Patch, Vulnerability

Android patch is now out for the “Dirty Cow”.

Monday, Google released a patch for the Dirty Cow vulnerability in the monthly Android Security Bulletin.  It was also the Google’s final Security Bulletin release for 2016.

Marked under CVE-2016-5195, the Dirty Cow patch is one of 11 deemed critical vulnerabilities to be fixed after security update roll-out.

The Dirty Cow vulnerability persisted in Linux for around one decade. Dirty Cow bug in Linux Kernel was patched in October after it was discovered. However, Android users had to wait for more than a month for their fix.
Released on Monday, the December Android Security Bulletin, fixes more than 50 security flaws. A separate round of patches from Dec 1 also fixes an additional 10 high importance bugs.
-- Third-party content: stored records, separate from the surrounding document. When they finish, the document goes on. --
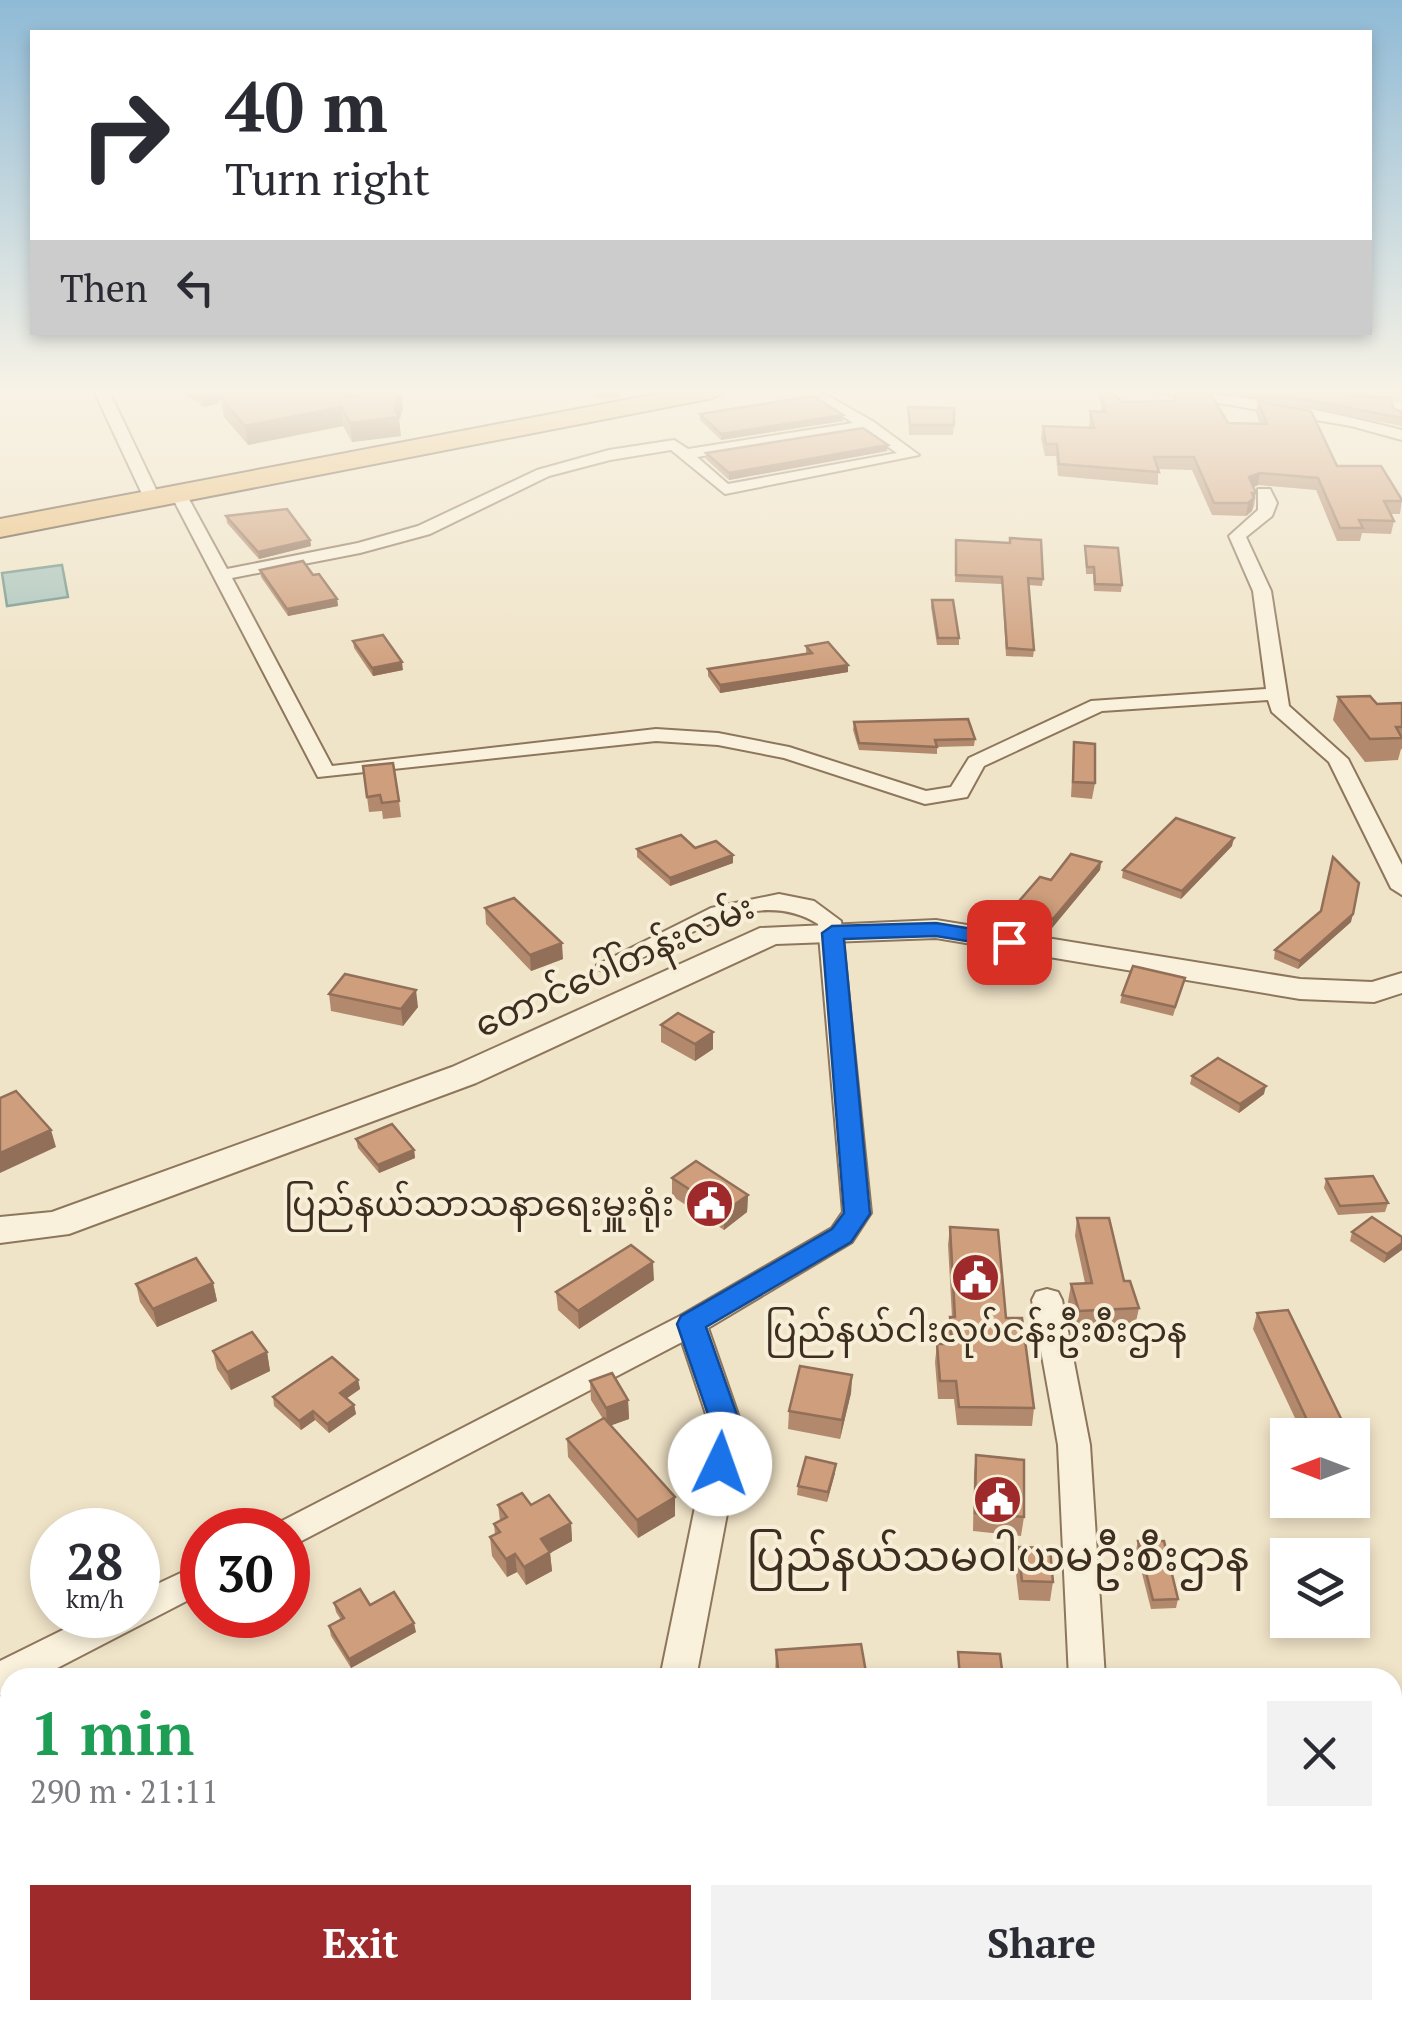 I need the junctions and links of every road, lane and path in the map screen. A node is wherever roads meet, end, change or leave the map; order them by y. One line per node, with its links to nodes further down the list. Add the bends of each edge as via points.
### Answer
1 (158, 485): 5 (street)
2 (222, 485): 5 (highway)
3 (518, 485): 7 (street, via 424,530)
4 (1264, 492): 8 (street, via 1266,512 1237,536 1262,591)
5 (165, 496): 6 (highway); 7 (street)
6 (0, 528)
7 (222, 575): 8 (street, via 325,773 656,735 789,753 925,798 959,792 976,762 1098,705)
8 (1277, 694): 9 (street, via 1279,708 1338,759)
9 (1402, 888)
10 (832, 933): 11 (street, via 830,920 814,906 774,899 737,906); 12 (street, တောင်ပေါ်တန်းလမ်း, via 936,930 1300,989 1374,992); 13 (street, တောင်ပေါ်တန်းလမ်း, via 771,934 464,1075 56,1225); 15 (street, via 857,1214 842,1235)
11 (609, 965)
12 (1402, 983)
13 (0, 1230)
14 (1047, 1300): 20 (street, via 1074,1445)
15 (691, 1324): 16 (street); 19 (street, via 727,1429)
16 (310, 1523)
17 (81, 1638): 18 (street)
18 (22, 1668)
19 (680, 1668)
20 (1087, 1668)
Why the Dirty Cow was a critical vulnerability?

The flaw was found in the copy-on-write (COW) feature in Linux. It could be easily exploited by an attacker with local access to obtain root privileges on a Linux or Android device.

That means, a user with read only access on a particular Linux based system could get “root” access by exploiting the mentioned vulnerability. Since Android operating system is based on Linux Kernel, Android was also vulnerable to the Dirty Cow.

The flaw, remained in Linux Kernel since 2007 and version 2.6.22. The vulnerability was first discovered by Researcher Phil Oester last October.

The Android Security Bulletin released on Monday also includes patches for vulnerabilities rated high severity in the kernel, kernel file system, Qualcomm codecs and drivers, NVIDIA drivers, HTC sound code and MediaTek drivers, among others. Most of the flaws are elevation of privilege issues.